Published Monday 21 October 2019

Written by James Caudwell (Deputy Head of Periodicals & Electronic Subscriptions Manager, Cambridge University Library)

Multiplicity, the unofficial theme of Researcher to Reader 2019

For the past four years at the end of February, publishers, librarians, agents, researchers, technologists and consultants have gathered in London for two days of discussions around the concept of ‘Researcher to Reader’. This blog is my take on what I found the most inspiring, challenging and interesting at the 2019 event. There wasn’t a theme this year per se, but something that did repeatedly arise from where I was standing was the diversity of our perspectives. This is a word that has taken a specific meaning recently, so I am using ‘multiplicity’ instead :

  • The principles of Plan S are calling for multiple business models for open access publishing, according to Dr Mark Schiltz
  • There is now great range in the approaches researchers take to the writing process, as described by Dr Christine Tulley
  • Professor Siva Umpathy described the disparity of standards of living in India which has a profound effect on whether students can engage with research regardless of talent
  • In order to ensure reproducibility of research, we need multiplicity in the research landscape with larger number of smaller research groups working on a wide array of questions, argued Professor James Evans
  • Cambridge University Press is trying to break away from the Book/Journal dichotomy, diversifying with a long-form publication called Cambridge Elements
  • SpringerNature and Elsevier are expanding their business models to encroach into data management and training (although the analogy starts to fall apart here – what this actually represents is a concentration of the market overall).

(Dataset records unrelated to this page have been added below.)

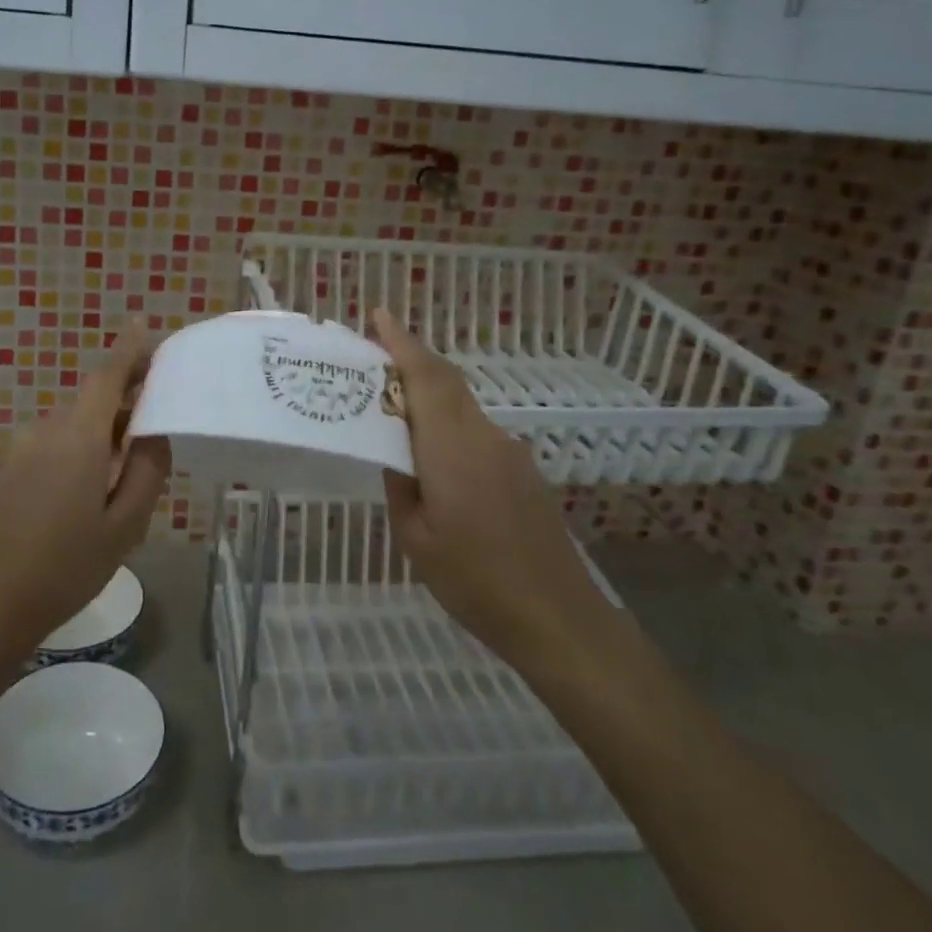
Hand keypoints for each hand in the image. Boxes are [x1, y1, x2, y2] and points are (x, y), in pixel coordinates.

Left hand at [0, 322, 171, 658]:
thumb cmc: (66, 566)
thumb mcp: (125, 524)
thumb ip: (147, 470)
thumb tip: (154, 433)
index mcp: (77, 437)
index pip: (106, 376)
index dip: (127, 350)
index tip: (142, 324)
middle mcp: (46, 431)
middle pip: (92, 399)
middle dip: (125, 398)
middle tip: (158, 416)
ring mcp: (23, 449)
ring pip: (75, 424)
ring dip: (105, 429)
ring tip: (131, 464)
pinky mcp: (11, 468)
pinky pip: (57, 442)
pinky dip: (83, 446)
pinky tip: (95, 486)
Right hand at [371, 309, 609, 662]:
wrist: (557, 617)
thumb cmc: (475, 580)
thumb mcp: (415, 538)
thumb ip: (400, 484)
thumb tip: (394, 452)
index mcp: (451, 448)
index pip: (425, 377)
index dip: (401, 342)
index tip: (378, 314)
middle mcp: (483, 436)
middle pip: (446, 380)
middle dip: (411, 358)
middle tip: (374, 353)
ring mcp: (508, 451)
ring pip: (461, 405)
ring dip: (428, 393)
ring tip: (393, 409)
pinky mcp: (522, 470)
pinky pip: (475, 430)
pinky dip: (447, 423)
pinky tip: (433, 457)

Anyway, that gives you an idea of the kinds of issues covered. The conference programme is available online and you can read the Twitter conversation from the event (#R2Rconf). Read on for more detail.

The 2019 meeting was, once again, a great programme. (I say that as a member of the Advisory Board, I admit, but it really was).

The Plan S-shaped elephant in the room

Both days began with a bang. The meeting opened with a keynote from Dr Mark Schiltz – President at Science Europe and Secretary General & Executive Head at the Luxembourg National Research Fund – talking about “Plan S and European Research”.

Schiltz explained he felt the current publishing system is a barrier to ensuring the outcomes of research are freely available, noting that hiding results is the antithesis of the essence of science. There was a ‘duty of care’ for funders to invest public funds well to support research. He suggested that there has been little progress in increasing open access to publications since 2009. In terms of the mechanisms of Plan S, he emphasised there are many compliant routes to publication and Plan S “is not about gold OA as the only publication model, it is about principles”. He also noted that there are plans to align Plan S principles with those of OA2020.

As is mentioned in the Plan S principles. Schiltz ended by arguing for the need to revise the incentivisation system in scholarly communications through mechanisms such as DORA. This is the “next big project” for funders, he said.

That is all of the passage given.